PROBLEM DESCRIPTION »
Exactly as written, set down each line of the data below except its pictures.

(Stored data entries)
################

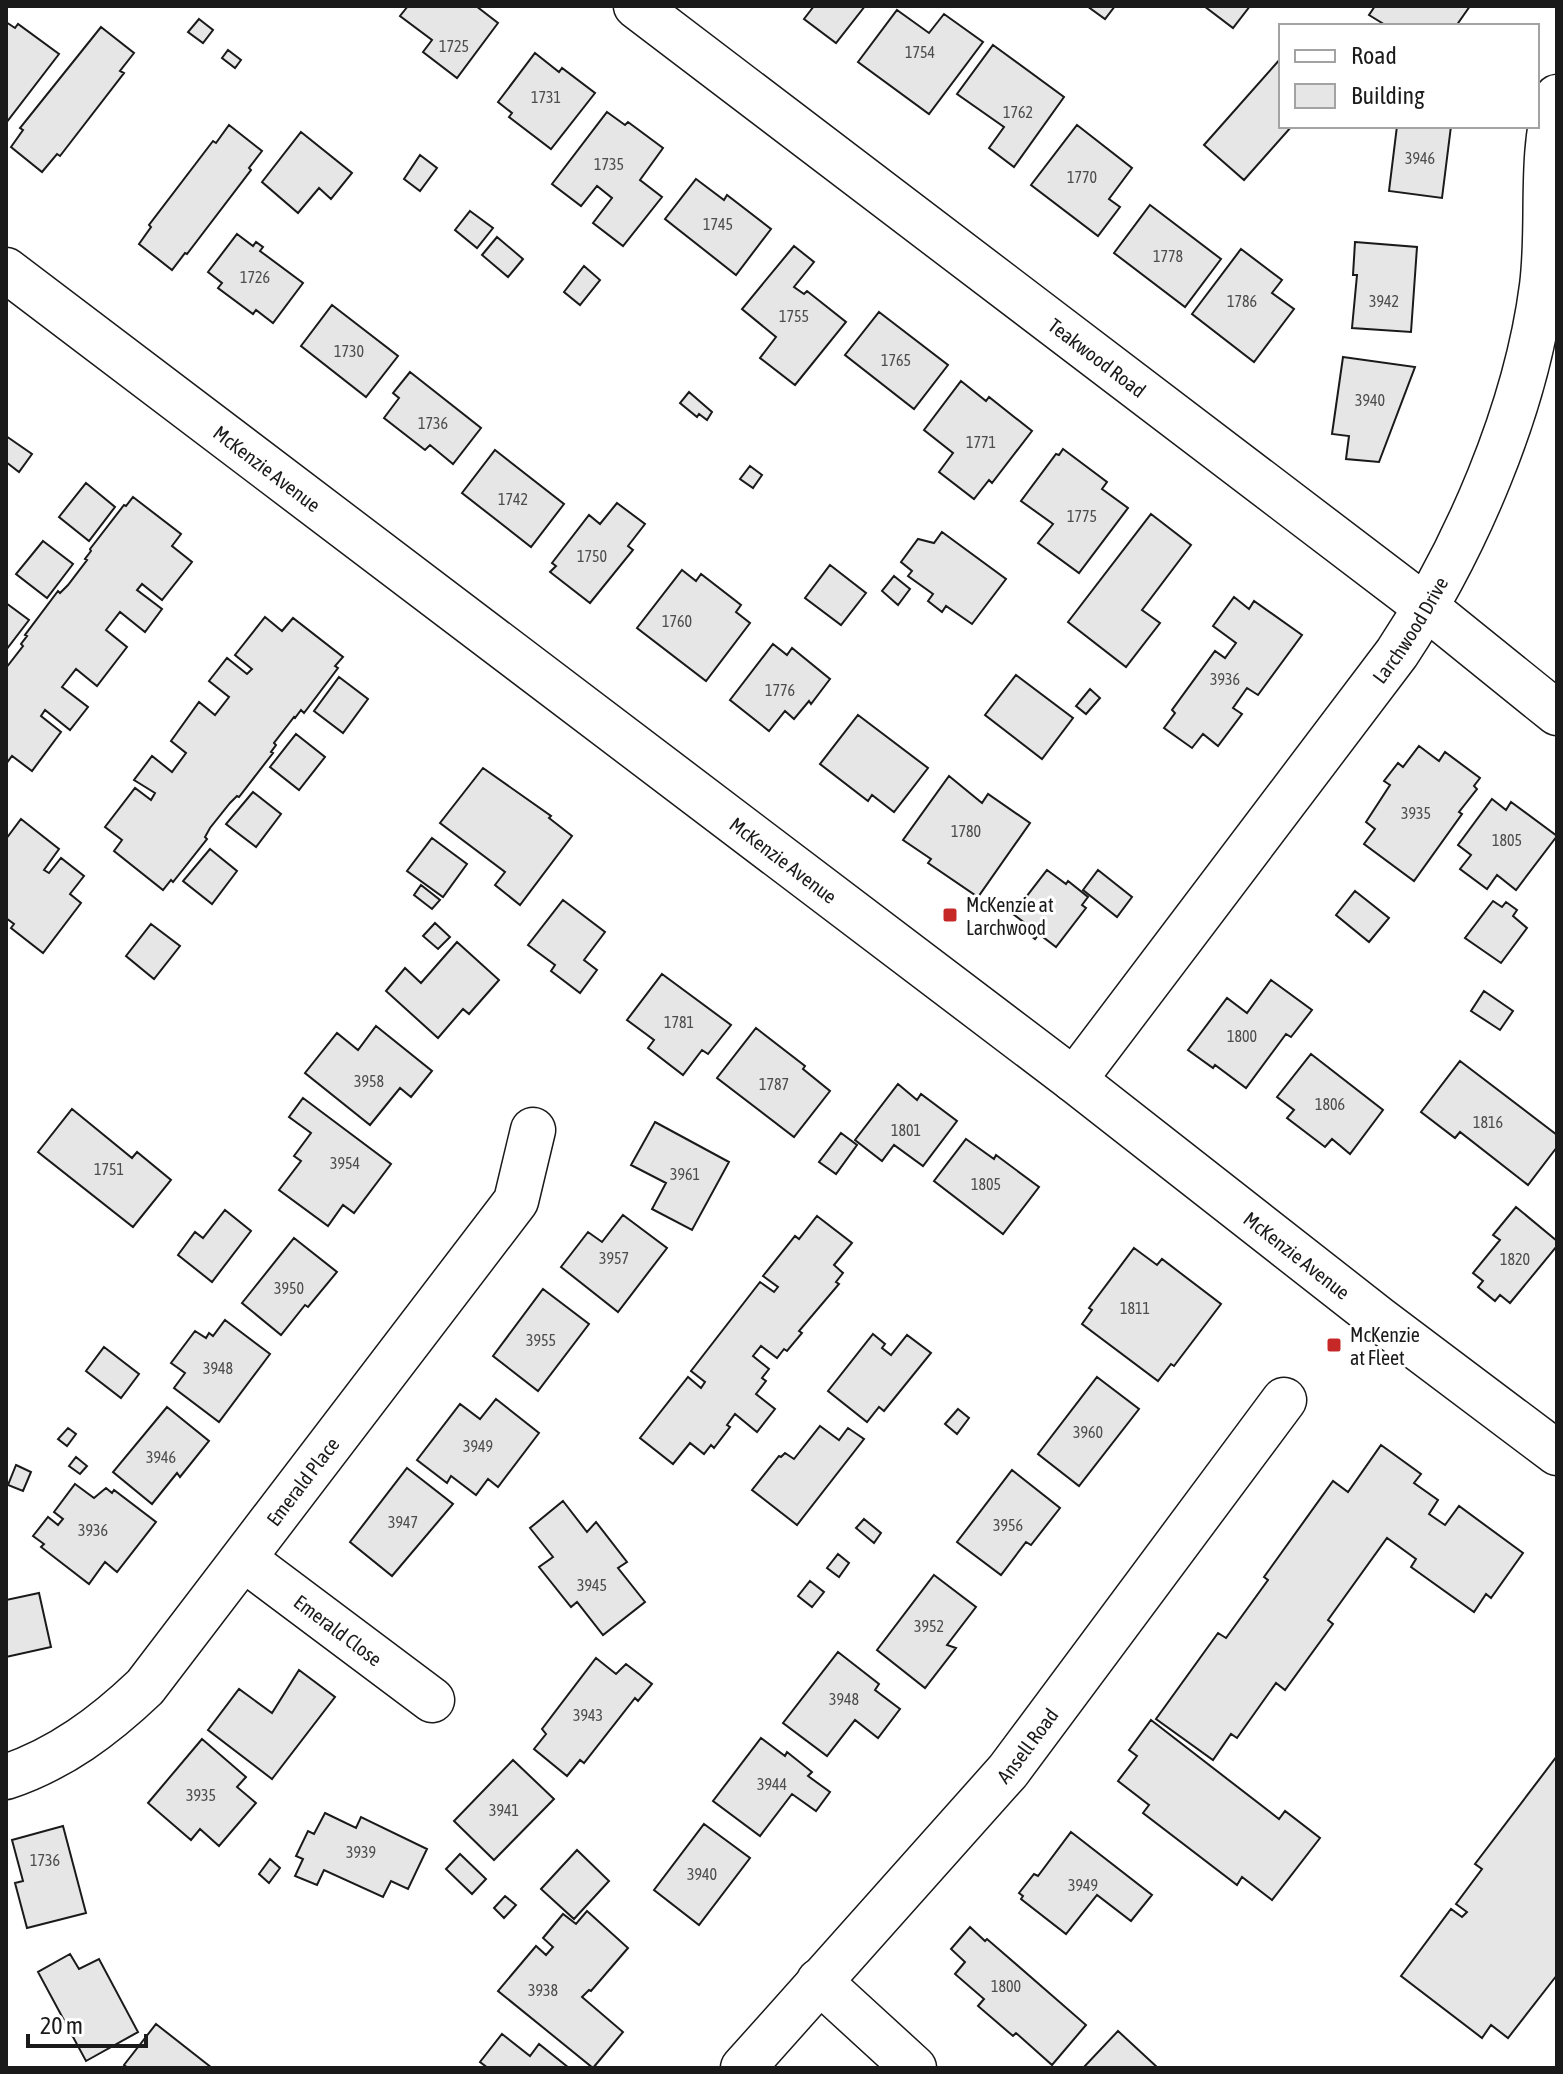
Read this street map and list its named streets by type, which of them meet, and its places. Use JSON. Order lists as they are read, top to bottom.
{
  "streets": {
    "street": [
      "Teakwood Road",
      "McKenzie Avenue",
      "Larchwood Drive",
      "Emerald Place",
      "Emerald Close",
      "Ansell Road"
    ]
  },
  "crossings": [
    ["Teakwood Road", "Larchwood Drive"],
    ["McKenzie Avenue", "Larchwood Drive"],
    ["Emerald Place", "Emerald Close"]
  ],
  "places": {
    "transit": ["McKenzie at Larchwood", "McKenzie at Fleet"]
  },
  "house_numbers": [
    "1725",
    "1754",
    "1731",
    "1762",
    "3946",
    "1735",
    "1770",
    "1745",
    "1778",
    "1726",
    "1786",
    "3942",
    "1755",
    "1730",
    "1765",
    "3940",
    "1736",
    "1771",
    "1742",
    "1775",
    "1750",
    "1760",
    "3936",
    "1776",
    "3935",
    "1780",
    "1805",
    "1781",
    "1800",
    "3958",
    "1787",
    "1806",
    "1816",
    "1801",
    "3954",
    "1751",
    "3961",
    "1805",
    "3957",
    "1820",
    "3950",
    "1811",
    "3955",
    "3948",
    "3960",
    "3949",
    "3946",
    "3947",
    "3956",
    "3936",
    "3945",
    "3952",
    "3948",
    "3943",
    "3944",
    "3935",
    "3941",
    "3939",
    "1736",
    "3940",
    "3949",
    "1800",
    "3938"
  ],
  "legend": ["Road", "Building"],
  "scale_bar": "20 m"
}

################

SOLUTION TO THE PROBLEM »
Read this street map and list its named streets by type, which of them meet, and its places. Use JSON. Order lists as they are read, top to bottom.
{
  "streets": {
    "street": [
      "Teakwood Road",
      "McKenzie Avenue",
      "Larchwood Drive",
      "Emerald Place",
      "Emerald Close",
      "Ansell Road"
    ]
  },
  "crossings": [
    ["Teakwood Road", "Larchwood Drive"],
    ["McKenzie Avenue", "Larchwood Drive"],
    ["Emerald Place", "Emerald Close"]
  ],
  "places": {
    "transit": ["McKenzie at Larchwood", "McKenzie at Fleet"]
  },
  "house_numbers": [
    "1725",
    "1754",
    "1731",
    "1762",
    "3946",
    "1735",
    "1770",
    "1745",
    "1778",
    "1726",
    "1786",
    "3942",
    "1755",
    "1730",
    "1765",
    "3940",
    "1736",
    "1771",
    "1742",
    "1775",
    "1750",
    "1760",
    "3936",
    "1776",
    "3935",
    "1780",
    "1805",
    "1781",
    "1800",
    "3958",
    "1787",
    "1806",
    "1816",
    "1801",
    "3954",
    "1751",
    "3961",
    "1805",
    "3957",
    "1820",
    "3950",
    "1811",
    "3955",
    "3948",
    "3960",
    "3949",
    "3946",
    "3947",
    "3956",
    "3936",
    "3945",
    "3952",
    "3948",
    "3943",
    "3944",
    "3935",
    "3941",
    "3939",
    "1736",
    "3940",
    "3949",
    "1800",
    "3938"
  ],
  "legend": ["Road", "Building"],
  "scale_bar": "20 m"
}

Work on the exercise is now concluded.